本連載では、日本における重大サイバー脅威として挙げられているような攻撃について、過去を振り返りながら紹介します。ファイルレスマルウェア(以下、ファイルレス)は、前回に紹介したマルウェアの一種です。しかし少し異なる特徴を持ちますので、その特徴を攻撃者の視点から解説します。

  • サイバーリーズン連載

特徴(1)ウイルス対策ソフトのチェックをすり抜けられる

通常のマルウェアはPCのハードディスクに保存されてから攻撃を実行するため、ウイルス対策ソフトなどのシグネチャと呼ばれるデータベースをもとにマルウェアを検知できます。一方、ファイルレスはPC内に悪意のあるファイルを保存せず、OS(Operating System)の正規ツールを悪用します。そのため、ウイルス対策ソフトはファイルレスを検知することができません。

特徴(2)行動がバレにくい

ファイルレスはPowerShellやWMI(Windows Management Instrumentation)などの正規ツールを悪用します。これらのツールは標準でWindows PCにインストールされており、IT管理者が端末管理などの業務のために使用します。そのため、正規ツールが攻撃に悪用されているかどうかを判断しづらいと言えます。正規ツールに潜伏して攻撃を行うため、環境寄生型(Living Off The Land)と呼ばれることがあります。

特徴(3)手間いらずで攻撃を実行

システム管理の仕事を効率化する便利な正規ツール。しかしその便利さがあだとなり、攻撃者にとって格好の攻撃ツールに化けてしまいます。攻撃者からすると攻撃ツール開発の手間が省け、攻撃のハードルが大幅に低下してしまうのです。

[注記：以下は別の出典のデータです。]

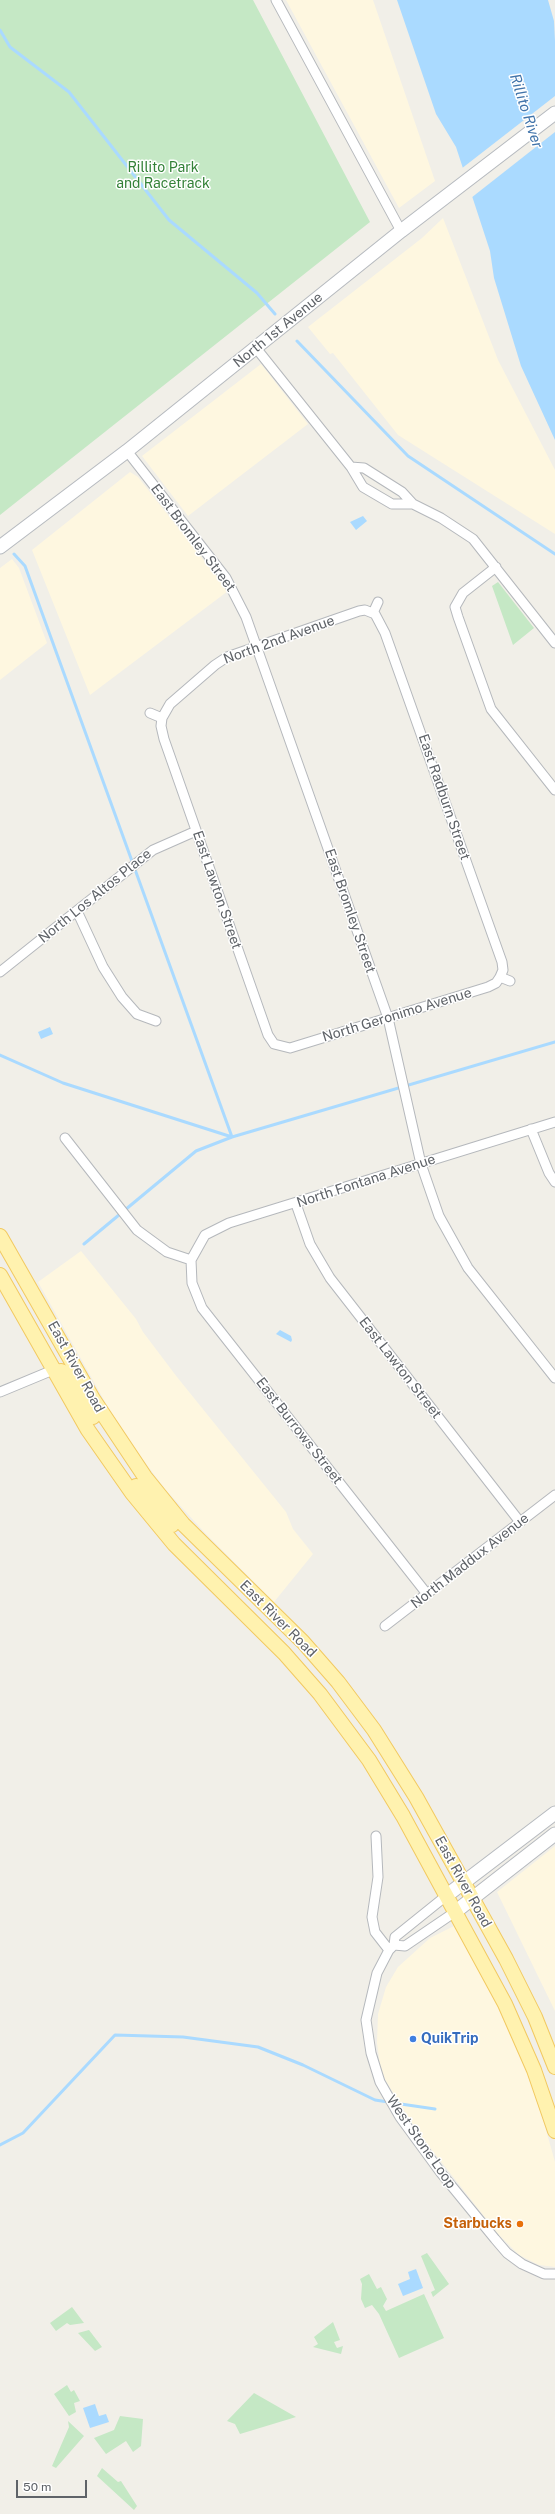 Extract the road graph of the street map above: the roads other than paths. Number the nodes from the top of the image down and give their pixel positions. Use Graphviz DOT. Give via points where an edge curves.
graph roads {
  1 [pos="276,0"];
  2 [pos="555,113"];
  3 [pos="401,231"];
  4 [pos="256,348"];
  5 [pos="127,450"];
  6 [pos="351,467"];
  7 [pos="413,504"];
  8 [pos="0,547"];
  9 [pos="496,567"];
  10 [pos="378,602"];
  11 [pos="372,612"];
  12 [pos="555,643"];
  13 [pos="256,646"];
  14 [pos="150,713"];
  15 [pos="162,718"];
  16 [pos="555,790"];
  17 [pos="196,830"];
  18 [pos="77,911"];
  19 [pos="0,972"];
  20 [pos="500,977"];
  21 [pos="510,981"];
  22 [pos="388,1018"];
  23 [pos="156,1020"];
  24 [pos="290,1048"];
  25 [pos="555,1122"];
  26 [pos="531,1129"];
  27 [pos="65,1138"];
  28 [pos="421,1164"];
  29 [pos="555,1182"];
  30 [pos="296,1204"];
  31 [pos="0,1236"];
  32 [pos="191,1260"];
  33 [pos="0,1275"];
  34 [pos="53,1370"];
  35 [pos="555,1378"];
  36 [pos="0,1392"];
  37 [pos="114,1468"];
  38 [pos="145,1477"];
  39 [pos="555,1495"];
  40 [pos="520,1522"];
  41 [pos="208,1549"];
  42 [pos="427,1594"];
  43 [pos="385,1626"];
  44 [pos="555,1813"];
  45 [pos="555,1834"];
  46 [pos="376,1836"];
  47 [pos="464,1883"];
  48 [pos="446,1896"];
  49 [pos="472,1898"];
  50 [pos="455,1912"];
  51 [pos="391,1947"];
  52 [pos="555,2067"];
  53 [pos="555,2131"];
  54 [pos="555,2274"];
  1 -- 3 [label="street"];
  2 -- 3 [label="main road, North 1st Avenue"];
  3 -- 4 [label="main road, North 1st Avenue"];
  4 -- 5 [label="main road, North 1st Avenue"];
  4 -- 6 [label="street"];
  5 -- 8 [label="main road, North 1st Avenue"];
  5 -- 13 [label="street, East Bromley Street" via="226,578 246,617"];
  6 -- 7 [label="street" via="364,468 402,492"];
  6 -- 7 [label="street" via="363,487 392,504"];
  7 -- 9 [label="street" via="474,539"];
  9 -- 12 [label="street"];
  9 -- 16 [label="street" via="463,593 455,607 491,709"];
  10 -- 11 [label="street"];
  11 -- 13 [label="street, North 2nd Avenue" via="360,611"];
  11 -- 20 [label="street, East Radburn Street" via="386,632 499,955 503,970"];
  13 -- 15 [label="street, North 2nd Avenue" via="215,664 170,704"];
  13 -- 22 [label="street, East Bromley Street"];
  14 -- 15 [label="street"];
  15 -- 17 [label="street, East Lawton Street" via="164,739"];
  17 -- 18 [label="street, North Los Altos Place" via="152,850"];
  17 -- 24 [label="street, East Lawton Street" via="268,1036 274,1044"];
  18 -- 19 [label="street, North Los Altos Place"];
  18 -- 23 [label="street" via="103,967 122,997 137,1014"];
  20 -- 21 [label="street"];
  20 -- 22 [label="street, North Geronimo Avenue" via="488,987"];
  22 -- 24 [label="street, North Geronimo Avenue"];
  22 -- 28 [label="street, East Bromley Street"];
  25 -- 26 [label="street, North Fontana Avenue"];
  26 -- 28 [label="street, North Fontana Avenue"];
  26 -- 29 [label="street" via="549,1174"];
  27 -- 32 [label="street" via="137,1230 167,1252"];
  28 -- 30 [label="street, North Fontana Avenue"];
  28 -- 35 [label="street, East Bromley Street" via="439,1216 468,1268"];
  30 -- 32 [label="street, North Fontana Avenue" via="229,1224 205,1235"];
  30 -- 40 [label="street, East Lawton Street" via="310,1244 330,1278"];
  31 -- 38 [label="main road, East River Road" via="93,1399"];
  32 -- 42 [label="street, East Burrows Street" via="192,1283 202,1308"];
  33 -- 34 [label="main road, East River Road"];
  34 -- 36 [label="street"];
  34 -- 37 [label="main road, East River Road"];
  34 -- 38 [label="main road" via="67,1374 119,1457"];
  37 -- 41 [label="main road" via="142,1492 196,1550"];
  37 -- 48 [label="main road, East River Road" via="174,1544 284,1653 356,1741 395,1803"];
  38 -- 41 [label="main road, East River Road" via="183,1524"];
  39 -- 40 [label="street, North Maddux Avenue"];
  40 -- 42 [label="street, North Maddux Avenue"];
  41 -- 47 [label="main road, East River Road" via="303,1642 338,1682 396,1764"];
  42 -- 43 [label="street, North Maddux Avenue"];
  44 -- 47 [label="main road"];
  45 -- 49 [label="main road"];
  46 -- 51 [label="street" via="378,1876 372,1917 376,1932"];
  47 -- 48 [label="main road"];
  47 -- 49 [label="main road, East River Road"];
  48 -- 50 [label="main road, East River Road"];
  48 -- 51 [label="street, West Stone Loop" via="395,1937"];
  49 -- 50 [label="main road"];
  49 -- 52 [label="main road, East River Road" via="535,2017"];
  50 -- 51 [label="street" via="405,1946"];
  50 -- 53 [label="main road, East River Road" via="519,2034"];
  51 -- 54 [label="street, West Stone Loop" via="377,1973 366,2020 371,2053 382,2085 400,2117 441,2173 507,2254 544,2274"];
}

攻撃者にとってさまざまなメリットがあるファイルレスは、サイバー攻撃の過程で多用されます。そのため、ファイルレスの実行を阻止することがサイバー攻撃の阻止にもつながります。

被害増加の現実

警察庁の調査(警察庁 令和5年におけるサイバー空間をめぐる脅威の情勢等について)によると、ランサムウェア攻撃の被害にあった国内組織の92%がウイルス対策ソフトなどを導入していたにも関わらず、そのうち79%の組織が攻撃を検出できなかったと回答しています。

検出できなかった攻撃の内訳は公開されていないものの、多くのランサムウェア攻撃でファイルレスが使用されていることを考えると、ファイルレス攻撃が被害増加の一因であることは明らかです。

ファイルレス攻撃への対策

ファイルレス攻撃を阻止するためには、従来のウイルス対策ソフトだけでは不十分です。以下のような多層的な対策が必要です。

NGAV / EDRの導入

NGAV(Next Generation Anti-Virus)やEDR(Endpoint Detection and Response)を導入することで、正規ツールを悪用した動作を特定して対応できるようになります。

権限管理の徹底

ユーザーアカウントの権限を最小限にしておくことで、感染しても被害拡大を抑えることができます。

最新のパッチ適用

ファイルレスは脆弱性を悪用した攻撃にも使用されます。速やかに最新パッチを適用することで被害を抑えられます。

従業員への教育

ファイルレスは感染後に攻撃を開始します。フィッシング詐欺やファイルレスの手口を全従業員が理解した上で、感染を防ぐことが大切です。

ここまで紹介したように、ファイルレスは検知が困難であり、被害が拡大しているサイバー攻撃の新たな脅威です。従来の対策に加えて多層的な対策を講じて、システムを保護することが重要です。